_Problem description:_ An unaltered copy of every line below is the expected output.
------------------------------
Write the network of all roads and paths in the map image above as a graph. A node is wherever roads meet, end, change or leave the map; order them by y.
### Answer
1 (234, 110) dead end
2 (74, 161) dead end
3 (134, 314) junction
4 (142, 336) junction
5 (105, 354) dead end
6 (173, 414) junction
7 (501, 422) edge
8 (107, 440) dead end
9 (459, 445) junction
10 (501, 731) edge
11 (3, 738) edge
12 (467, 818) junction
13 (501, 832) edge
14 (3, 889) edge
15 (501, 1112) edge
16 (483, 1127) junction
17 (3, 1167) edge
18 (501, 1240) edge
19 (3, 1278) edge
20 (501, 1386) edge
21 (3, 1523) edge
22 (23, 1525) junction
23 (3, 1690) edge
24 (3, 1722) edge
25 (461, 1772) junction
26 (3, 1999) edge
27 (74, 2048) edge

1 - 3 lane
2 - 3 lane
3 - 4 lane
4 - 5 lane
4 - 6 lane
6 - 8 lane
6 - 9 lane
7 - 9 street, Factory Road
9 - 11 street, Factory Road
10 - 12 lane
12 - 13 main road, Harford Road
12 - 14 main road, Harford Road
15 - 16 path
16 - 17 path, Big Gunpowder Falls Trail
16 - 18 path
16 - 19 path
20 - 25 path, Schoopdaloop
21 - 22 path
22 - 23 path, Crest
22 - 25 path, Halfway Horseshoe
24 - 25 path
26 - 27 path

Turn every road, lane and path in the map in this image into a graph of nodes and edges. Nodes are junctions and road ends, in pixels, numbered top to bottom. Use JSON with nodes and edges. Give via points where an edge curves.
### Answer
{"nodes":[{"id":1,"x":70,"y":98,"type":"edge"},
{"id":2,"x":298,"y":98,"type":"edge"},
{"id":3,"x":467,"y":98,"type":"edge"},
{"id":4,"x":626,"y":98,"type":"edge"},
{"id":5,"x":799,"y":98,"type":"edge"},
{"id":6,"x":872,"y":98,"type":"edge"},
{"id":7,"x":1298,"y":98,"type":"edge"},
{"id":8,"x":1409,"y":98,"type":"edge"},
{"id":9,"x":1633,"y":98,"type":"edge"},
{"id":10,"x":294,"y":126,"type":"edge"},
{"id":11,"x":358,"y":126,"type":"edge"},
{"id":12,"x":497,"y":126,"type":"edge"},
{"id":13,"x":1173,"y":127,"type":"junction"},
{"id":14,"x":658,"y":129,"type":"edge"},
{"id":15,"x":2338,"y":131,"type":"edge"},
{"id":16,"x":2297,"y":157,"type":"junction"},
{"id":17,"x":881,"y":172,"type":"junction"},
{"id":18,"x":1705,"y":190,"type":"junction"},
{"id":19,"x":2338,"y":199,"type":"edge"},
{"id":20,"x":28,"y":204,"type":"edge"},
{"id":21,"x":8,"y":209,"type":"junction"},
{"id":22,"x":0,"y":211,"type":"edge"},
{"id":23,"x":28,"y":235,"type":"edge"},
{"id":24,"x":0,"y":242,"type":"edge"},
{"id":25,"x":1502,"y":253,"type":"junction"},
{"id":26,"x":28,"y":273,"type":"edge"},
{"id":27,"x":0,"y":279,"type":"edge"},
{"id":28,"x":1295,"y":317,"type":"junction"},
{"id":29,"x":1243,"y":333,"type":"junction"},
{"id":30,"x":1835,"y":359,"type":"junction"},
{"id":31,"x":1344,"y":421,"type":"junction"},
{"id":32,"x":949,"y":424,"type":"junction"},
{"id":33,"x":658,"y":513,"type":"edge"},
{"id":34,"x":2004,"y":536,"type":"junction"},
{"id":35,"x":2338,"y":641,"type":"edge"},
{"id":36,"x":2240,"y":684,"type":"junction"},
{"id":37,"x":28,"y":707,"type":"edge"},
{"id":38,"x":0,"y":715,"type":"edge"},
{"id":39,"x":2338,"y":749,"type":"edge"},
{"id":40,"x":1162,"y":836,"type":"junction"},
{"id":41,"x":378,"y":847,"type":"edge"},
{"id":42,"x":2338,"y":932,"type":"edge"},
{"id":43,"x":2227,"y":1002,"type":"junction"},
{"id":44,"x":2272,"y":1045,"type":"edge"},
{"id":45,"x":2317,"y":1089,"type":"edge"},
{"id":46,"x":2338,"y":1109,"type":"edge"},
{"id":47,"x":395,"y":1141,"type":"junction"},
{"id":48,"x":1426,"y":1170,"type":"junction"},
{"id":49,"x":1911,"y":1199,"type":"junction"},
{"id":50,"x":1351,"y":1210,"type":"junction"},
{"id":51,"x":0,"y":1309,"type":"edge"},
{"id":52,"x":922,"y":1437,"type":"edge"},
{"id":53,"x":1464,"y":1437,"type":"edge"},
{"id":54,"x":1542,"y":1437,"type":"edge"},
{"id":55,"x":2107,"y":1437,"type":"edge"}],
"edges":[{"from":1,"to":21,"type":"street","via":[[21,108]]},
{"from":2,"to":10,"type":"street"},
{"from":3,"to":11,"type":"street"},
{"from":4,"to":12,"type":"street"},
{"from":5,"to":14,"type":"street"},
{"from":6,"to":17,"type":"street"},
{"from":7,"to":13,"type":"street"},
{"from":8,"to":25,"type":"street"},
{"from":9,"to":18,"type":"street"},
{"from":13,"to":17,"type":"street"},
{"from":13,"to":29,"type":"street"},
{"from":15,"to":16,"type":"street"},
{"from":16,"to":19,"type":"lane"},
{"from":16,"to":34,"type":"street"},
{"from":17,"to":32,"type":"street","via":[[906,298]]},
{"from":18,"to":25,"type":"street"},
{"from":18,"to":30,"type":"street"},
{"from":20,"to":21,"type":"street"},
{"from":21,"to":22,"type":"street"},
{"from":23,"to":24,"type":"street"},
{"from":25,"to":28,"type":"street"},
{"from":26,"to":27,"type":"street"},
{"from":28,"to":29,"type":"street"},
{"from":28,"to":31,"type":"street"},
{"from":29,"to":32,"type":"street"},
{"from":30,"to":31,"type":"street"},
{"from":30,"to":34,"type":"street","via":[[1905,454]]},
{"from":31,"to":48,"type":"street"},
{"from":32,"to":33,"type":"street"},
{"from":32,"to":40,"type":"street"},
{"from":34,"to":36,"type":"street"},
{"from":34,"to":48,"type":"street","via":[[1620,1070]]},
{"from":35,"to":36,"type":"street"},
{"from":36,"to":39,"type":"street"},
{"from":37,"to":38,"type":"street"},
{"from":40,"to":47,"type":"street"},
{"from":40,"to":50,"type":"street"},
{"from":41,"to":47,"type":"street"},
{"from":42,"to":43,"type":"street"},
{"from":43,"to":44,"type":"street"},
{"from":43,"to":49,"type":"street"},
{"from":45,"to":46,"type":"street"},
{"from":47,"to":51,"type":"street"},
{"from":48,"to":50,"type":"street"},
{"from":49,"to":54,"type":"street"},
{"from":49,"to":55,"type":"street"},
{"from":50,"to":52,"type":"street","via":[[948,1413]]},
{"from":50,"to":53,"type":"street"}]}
------------------------------
_Result of the exercise:_
Write the network of all roads and paths in the map image above as a graph. A node is wherever roads meet, end, change or leave the map; order them by y.
### Answer
1 (234, 110) dead end
2 (74, 161) dead end
3 (134, 314) junction
4 (142, 336) junction
5 (105, 354) dead end
6 (173, 414) junction
7 (501, 422) edge
8 (107, 440) dead end
9 (459, 445) junction
10 (501, 731) edge
11 (3, 738) edge
12 (467, 818) junction
13 (501, 832) edge
14 (3, 889) edge
15 (501, 1112) edge
16 (483, 1127) junction
17 (3, 1167) edge
18 (501, 1240) edge
19 (3, 1278) edge
20 (501, 1386) edge
21 (3, 1523) edge
22 (23, 1525) junction
23 (3, 1690) edge
24 (3, 1722) edge
25 (461, 1772) junction
26 (3, 1999) edge
27 (74, 2048) edge

1 - 3 lane
2 - 3 lane
3 - 4 lane
4 - 5 lane
4 - 6 lane
6 - 8 lane
6 - 9 lane
7 - 9 street, Factory Road
9 - 11 street, Factory Road
10 - 12 lane
12 - 13 main road, Harford Road
12 - 14 main road, Harford Road
15 - 16 path
16 - 17 path, Big Gunpowder Falls Trail
16 - 18 path
16 - 19 path
20 - 25 path, Schoopdaloop
21 - 22 path
22 - 23 path, Crest
22 - 25 path, Halfway Horseshoe
24 - 25 path
26 - 27 path

Turn every road, lane and path in the map in this image into a graph of nodes and edges. Nodes are junctions and road ends, in pixels, numbered top to bottom. Use JSON with nodes and edges. Give via points where an edge curves.
### Answer
{"nodes":[{"id":1,"x":70,"y":98,"type":"edge"},
{"id":2,"x":298,"y":98,"type":"edge"},
{"id":3,"x":467,"y":98,"type":"edge"},
{"id":4,"x":626,"y":98,"type":"edge"},
{"id":5,"x":799,"y":98,"type":"edge"},
{"id":6,"x":872,"y":98,"type":"edge"},
{"id":7,"x":1298,"y":98,"type":"edge"},
{"id":8,"x":1409,"y":98,"type":"edge"},
{"id":9,"x":1633,"y":98,"type":"edge"},
{"id":10,"x":294,"y":126,"type":"edge"},
{"id":11,"x":358,"y":126,"type":"edge"},
{"id":12,"x":497,"y":126,"type":"edge"},
{"id":13,"x":1173,"y":127,"type":"junction"},
{"id":14,"x":658,"y":129,"type":"edge"},
{"id":15,"x":2338,"y":131,"type":"edge"},
{"id":16,"x":2297,"y":157,"type":"junction"},
{"id":17,"x":881,"y":172,"type":"junction"},
{"id":18,"x":1705,"y":190,"type":"junction"},
{"id":19,"x":2338,"y":199,"type":"edge"},
{"id":20,"x":28,"y":204,"type":"edge"},
{"id":21,"x":8,"y":209,"type":"junction"},
{"id":22,"x":0,"y":211,"type":"edge"},
{"id":23,"x":28,"y":235,"type":"edge"},
{"id":24,"x":0,"y":242,"type":"edge"},
{"id":25,"x":1502,"y":253,"type":"junction"},
{"id":26,"x":28,"y":273,"type":"edge"},
{"id":27,"x":0,"y":279,"type":"edge"},
{"id":28,"x":1295,"y":317,"type":"junction"},
{"id":29,"x":1243,"y":333,"type":"junction"},
{"id":30,"x":1835,"y":359,"type":"junction"},
{"id":31,"x":1344,"y":421,"type":"junction"},
{"id":32,"x":949,"y":424,"type":"junction"},
{"id":33,"x":658,"y":513,"type":"edge"},
{"id":34,"x":2004,"y":536,"type":"junction"},
{"id":35,"x":2338,"y":641,"type":"edge"},
{"id":36,"x":2240,"y":684,"type":"junction"},
{"id":37,"x":28,"y":707,"type":"edge"},
{"id":38,"x":0,"y":715,"type":"edge"},
{"id":39,"x":2338,"y":749,"type":"edge"},
{"id":40,"x":1162,"y":836,"type":"junction"},
{"id":41,"x":378,"y":847,"type":"edge"},
{"id":42,"x":2338,"y":932,"type":"edge"},
{"id":43,"x":2227,"y":1002,"type":"junction"},
{"id":44,"x":2272,"y":1045,"type":"edge"},
{"id":45,"x":2317,"y":1089,"type":"edge"},
{"id":46,"x":2338,"y":1109,"type":"edge"},
{"id":47,"x":395,"y":1141,"type":"junction"},
{"id":48,"x":1426,"y":1170,"type":"junction"},
{"id":49,"x":1911,"y":1199,"type":"junction"},
{"id":50,"x":1351,"y":1210,"type":"junction"},
{"id":51,"x":0,"y":1309,"type":"edge"},
{"id":52,"x":922,"y":1437,"type":"edge"},
{"id":53,"x":1464,"y":1437,"type":"edge"},
{"id":54,"x":1542,"y":1437,"type":"edge"},
{"id":55,"x":2107,"y":1437,"type":"edge"}],
"edges":[{"from":1,"to":21,"type":"street","via":[[21,108]]},
{"from":2,"to":10,"type":"street"},
{"from":3,"to":11,"type":"street"},
{"from":4,"to":12,"type":"street"},
{"from":5,"to":14,"type":"street"},
{"from":6,"to":17,"type":"street"},
{"from":7,"to":13,"type":"street"},
{"from":8,"to":25,"type":"street"},
{"from":9,"to":18,"type":"street"},
{"from":13,"to":17,"type":"street"},
{"from":13,"to":29,"type":"street"},
{"from":15,"to":16,"type":"street"},
{"from":16,"to":19,"type":"lane"},
{"from":16,"to":34,"type":"street"},
{"from":17,"to":32,"type":"street","via":[[906,298]]},
{"from":18,"to":25,"type":"street"},
{"from":18,"to":30,"type":"street"},
{"from":20,"to":21,"type":"street"},
{"from":21,"to":22,"type":"street"},
{"from":23,"to":24,"type":"street"},
{"from":25,"to":28,"type":"street"},
{"from":26,"to":27,"type":"street"},
{"from":28,"to":29,"type":"street"},
{"from":28,"to":31,"type":"street"},
{"from":29,"to":32,"type":"street"},
{"from":30,"to":31,"type":"street"},
{"from":30,"to":34,"type":"street","via":[[1905,454]]},
{"from":31,"to":48,"type":"street"},
{"from":32,"to":33,"type":"street"},
{"from":32,"to":40,"type":"street"},
{"from":34,"to":36,"type":"street"},
{"from":34,"to":48,"type":"street","via":[[1620,1070]]},
{"from":35,"to":36,"type":"street"},
{"from":36,"to":39,"type":"street"},
{"from":37,"to":38,"type":"street"},
{"from":40,"to":47,"type":"street"},
{"from":40,"to":50,"type":"street"},
{"from":41,"to":47,"type":"street"},
{"from":42,"to":43,"type":"street"},
{"from":43,"to":44,"type":"street"},
{"from":43,"to":49,"type":"street"},
{"from":45,"to":46,"type":"street"},
{"from":47,"to":51,"type":"street"},
{"from":48,"to":50,"type":"street"},
{"from":49,"to":54,"type":"street"},
{"from":49,"to":55,"type":"street"},
{"from":50,"to":52,"type":"street","via":[[948,1413]]},
{"from":50,"to":53,"type":"street"}]}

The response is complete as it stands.